Earthquakes are stochastic and chaotic, which makes them notoriously hard to forecast — and seismic time series are full of "empty" months that confuse a model during training. This work tackles both problems:
- Spatio-temporal feature learning. A CNN extracts spatial features, feeding a bi-directional LSTM (BiLSTM) that captures temporal patterns in both directions, so the model learns the shape of seismic history rather than treating months in isolation.
- Attention mechanism (AM). An attention layer re-weights the BiLSTM's hidden states so the most informative time steps dominate the prediction.
- Zero-Order-Hold (ZOH) preprocessing. A novel idea borrowed from missing-data imputation: the many "zero" (no-earthquake) months that destabilize training are replaced by holding the last nonzero value — reducing the effect of seismic complexity and sharpening the forecasts.
The model predicts two targets a month ahead — maximum magnitude and earthquake count — and is tested on a 50-year catalog across nine regions of China, beating shallow ML (SVM, DT, MLP, RF) and deep baselines (CNN, LSTM, CNN-BiLSTM).
⚠️ Status — documentation & resources only. This repository currently hosts the method overview, problem framing, figures, and dataset pointers. The training code is not yet public. See Roadmap.
Five blocks. Input applies ZOH preprocessing → a feature-extraction CNN (4 conv layers + flatten) → a sequence-learning block (2 BiLSTM layers with dropout) → an attention block → a prediction block (3 FC layers) that outputs the forecast.
A detailed walkthrough lives in docs/method.md.

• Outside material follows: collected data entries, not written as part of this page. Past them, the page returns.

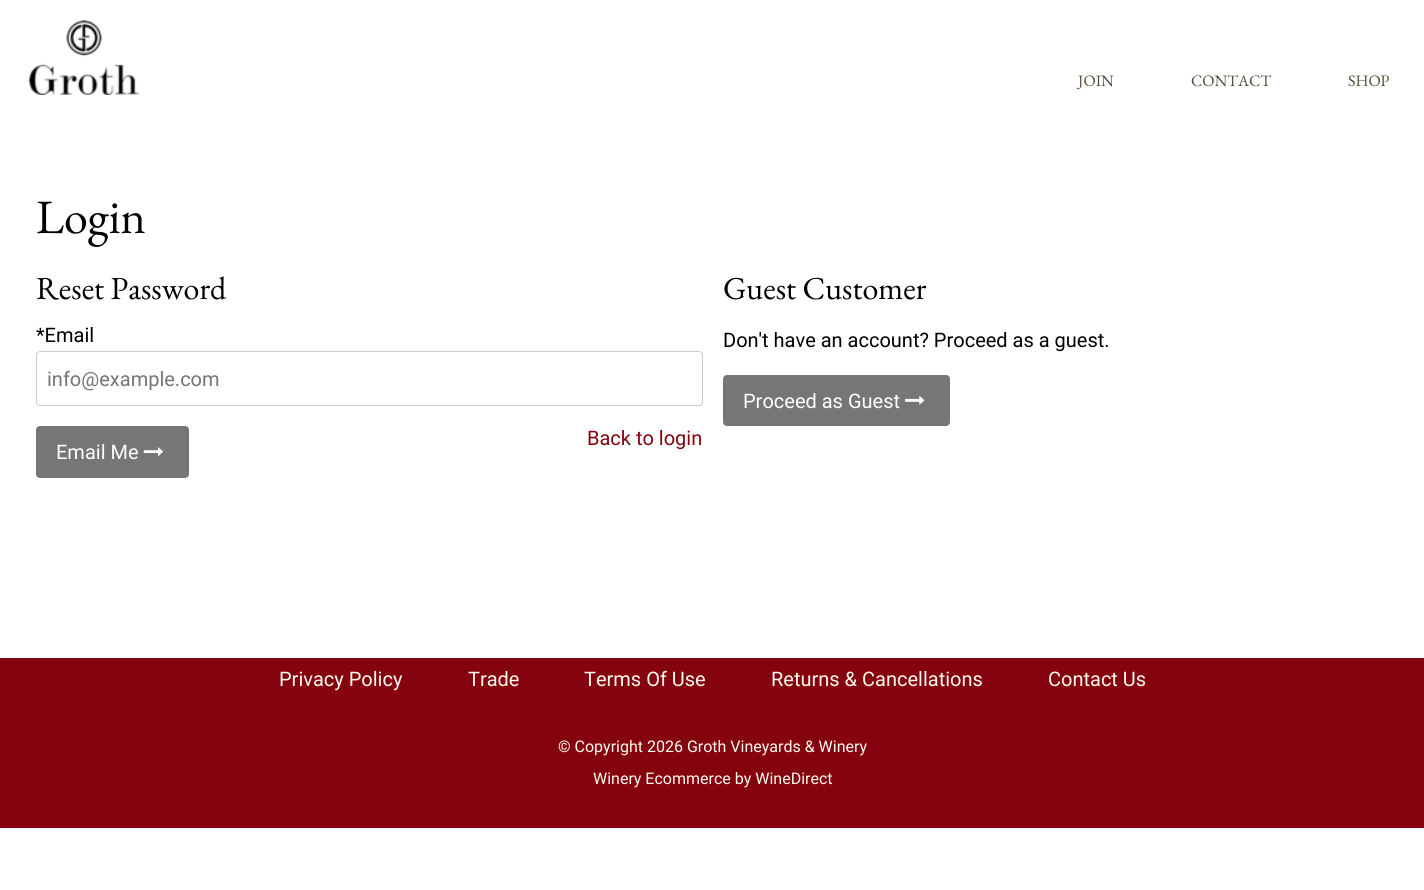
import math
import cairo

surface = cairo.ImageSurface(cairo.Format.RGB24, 1424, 890)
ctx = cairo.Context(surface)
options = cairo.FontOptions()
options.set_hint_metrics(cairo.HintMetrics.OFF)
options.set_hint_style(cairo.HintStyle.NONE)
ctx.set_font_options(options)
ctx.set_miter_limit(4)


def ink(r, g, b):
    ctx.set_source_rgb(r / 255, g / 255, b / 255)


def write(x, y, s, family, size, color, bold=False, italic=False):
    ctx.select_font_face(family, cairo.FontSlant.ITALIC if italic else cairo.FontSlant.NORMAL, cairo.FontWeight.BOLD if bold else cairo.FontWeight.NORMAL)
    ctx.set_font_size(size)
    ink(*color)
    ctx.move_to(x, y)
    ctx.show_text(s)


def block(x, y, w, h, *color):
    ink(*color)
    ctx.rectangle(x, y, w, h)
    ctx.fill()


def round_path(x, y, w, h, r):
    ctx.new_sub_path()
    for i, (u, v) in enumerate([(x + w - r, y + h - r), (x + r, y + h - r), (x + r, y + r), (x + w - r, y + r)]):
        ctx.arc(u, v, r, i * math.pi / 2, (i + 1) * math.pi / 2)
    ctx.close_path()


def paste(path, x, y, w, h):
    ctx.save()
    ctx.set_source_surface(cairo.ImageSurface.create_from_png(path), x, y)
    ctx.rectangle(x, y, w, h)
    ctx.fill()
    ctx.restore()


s1 = dict(family="EB Garamond", size=16, color=(86, 75, 57))
s2 = dict(family="EB Garamond", size=48, color=(0, 0, 0))
s3 = dict(family="EB Garamond", size=32, color=(0, 0, 0))
s4 = dict(family="Roboto", size=20, color=(0, 0, 0))
s5 = dict(family="Roboto", size=20, color=(117, 117, 117))
s6 = dict(family="Roboto", size=20, color=(133, 3, 14))
s7 = dict(family="Roboto", size=20, color=(255, 255, 255))
s8 = dict(family="Roboto", size=20, color=(252, 250, 239))
s9 = dict(family="Roboto", size=16, color=(252, 250, 239))

ink(255, 255, 255)
ctx.paint()
paste("pic1.png", 28, 20, 111, 75)
write(1078, 86, "JOIN", **s1)
write(1191, 86, "CONTACT", **s1)
write(1348, 86, "SHOP", **s1)
write(36, 233, "Login", **s2)
write(36, 299, "Reset Password", **s3)
write(36, 342, "*Email", **s4)
round_path(36.5, 351.5, 666, 54, 3.5)
ink(204, 204, 204)
ctx.set_line_width(1)
ctx.stroke()
write(47, 386, "info@example.com", **s5)
write(587, 445, "Back to login", **s6)
ink(118, 118, 118)
round_path(36, 426, 153, 52, 4)
ctx.fill()
write(56, 459, "Email Me", **s7)
paste("pic2.png", 143, 447, 20, 9)
write(723, 299, "Guest Customer", **s3)
write(723, 347, "Don't have an account? Proceed as a guest.", **s4)
ink(118, 118, 118)
round_path(723, 375, 227, 51, 4)
ctx.fill()
write(743, 408, "Proceed as Guest", **s7)
paste("pic3.png", 905, 396, 20, 9)
block(0, 658, 1424, 170, 133, 3, 14)
write(279, 686, "Privacy Policy", **s8)
write(468, 686, "Trade", **s8)
write(584, 686, "Terms Of Use", **s8)
write(771, 686, "Returns & Cancellations", **s8)
write(1048, 686, "Contact Us", **s8)
write(558, 752, "© Copyright 2026 Groth Vineyards & Winery", **s9)
write(593, 784, "Winery Ecommerce by WineDirect", **s9)
surface.write_to_png("screenshot.png")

| Challenge | What goes wrong | How this model responds |
|---|---|---|
| Chaotic, nonlinear signal | Earthquakes are random and hard to pattern; shallow ML extracts only surface features. | CNN + BiLSTM learn deep spatial and bidirectional temporal structure. |
| Many "empty" months | Zero-valued months mislead training and inflate error. | ZOH preprocessing holds the last nonzero value, easing training. |
| Not all features matter equally | Plain sequence models weight every step the same and miss critical moments. | Attention assigns higher weight to the most influential hidden states. |
Full discussion in docs/challenges.md.
Seismic months with no qualifying earthquake produce zeros that aren't part of the underlying behavior, yet they dominate training and hurt accuracy. Inspired by imputation in missing-data problems, ZOH replaces each zero with the last nonzero value from the prior month — applied only to training data, never the test set. The ablations show ZOH contributes more than attention to the final accuracy, and clearly beats mean- or max-substitution baselines.
Most prior work forecasts only time / location / magnitude. This study also predicts the number of earthquakes per month — a signal that helps paint a fuller picture of a region's seismicity — as a separate case study alongside maximum-magnitude prediction.
Mainland China (one of the world's most seismically active areas) split into nine geologically distinct regions, each trained separately. Points are real catalog earthquakes (1966–2021, magnitude ≥ 3.5, 11,442 events).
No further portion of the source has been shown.